WORK REQUEST: Exclude the pictures from your copy, and reproduce each entry below verbatim.

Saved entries
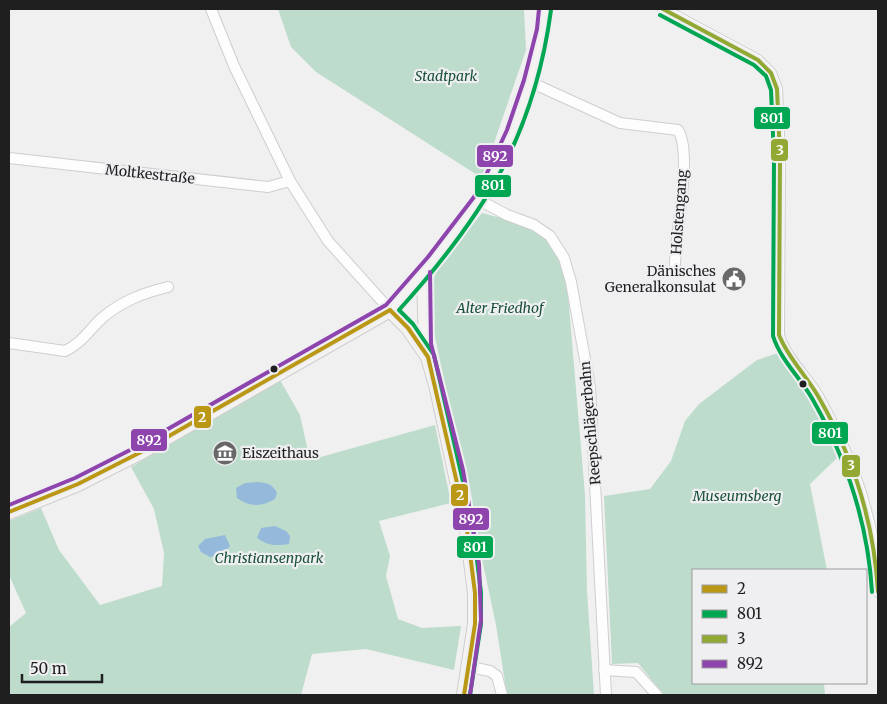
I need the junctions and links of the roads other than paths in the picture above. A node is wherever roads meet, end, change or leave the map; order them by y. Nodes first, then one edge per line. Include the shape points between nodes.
1 (211, 9) edge
2 (545, 9) edge
3 (663, 9) edge
4 (530, 82) junction
5 (9, 158) edge
6 (290, 181) junction
7 (480, 200) junction
8 (676, 265) dead end
9 (424, 272) junction
10 (168, 287) dead end
11 (390, 310) junction
12 (9, 343) edge
13 (426, 352) junction
14 (9, 512) edge
15 (878, 592) edge
16 (470, 667) junction
17 (604, 670) junction
18 (464, 695) edge
19 (502, 695) edge
20 (606, 695) edge
21 (657, 695) edge

1 - 6 street via 234,66
2 - 4 main road
3 - 15 street via 758,60 771,73 777,89 779,335 788,355 818,395 848,456 874,540
4 - 7 main road via 513,132
4 - 8 street, Holstengang via 620,123 678,130 682,136 683,183
5 - 6 street, Moltkestraße via 268,187
6 - 11 street via 328,242
7 - 9 main road
7 - 17 street, Reepschlägerbahn via 550,236 564,258 571,282 590,387
9 - 11 main road
9 - 13 main road
10 - 12 street via 142,293 124,302 65,352
11 - 13 main road
11 - 14 main road via 141,452 78,484
13 - 16 main road via 438,389 473,564 475,624
16 - 18 main road
16 - 19 street via 490,671 497,676
17 - 20 street, Reepschlägerbahn
17 - 21 street via 636,672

RESPONSE:
I need the junctions and links of the roads other than paths in the picture above. A node is wherever roads meet, end, change or leave the map; order them by y. Nodes first, then one edge per line. Include the shape points between nodes.
1 (211, 9) edge
2 (545, 9) edge
3 (663, 9) edge
4 (530, 82) junction
5 (9, 158) edge
6 (290, 181) junction
7 (480, 200) junction
8 (676, 265) dead end
9 (424, 272) junction
10 (168, 287) dead end
11 (390, 310) junction
12 (9, 343) edge
13 (426, 352) junction
14 (9, 512) edge
15 (878, 592) edge
16 (470, 667) junction
17 (604, 670) junction
18 (464, 695) edge
19 (502, 695) edge
20 (606, 695) edge
21 (657, 695) edge

1 - 6 street via 234,66
2 - 4 main road
3 - 15 street via 758,60 771,73 777,89 779,335 788,355 818,395 848,456 874,540
4 - 7 main road via 513,132
4 - 8 street, Holstengang via 620,123 678,130 682,136 683,183
5 - 6 street, Moltkestraße via 268,187
6 - 11 street via 328,242
7 - 9 main road
7 - 17 street, Reepschlägerbahn via 550,236 564,258 571,282 590,387
9 - 11 main road
9 - 13 main road
10 - 12 street via 142,293 124,302 65,352
11 - 13 main road
11 - 14 main road via 141,452 78,484
13 - 16 main road via 438,389 473,564 475,624
16 - 18 main road
16 - 19 street via 490,671 497,676
17 - 20 street, Reepschlägerbahn
17 - 21 street via 636,672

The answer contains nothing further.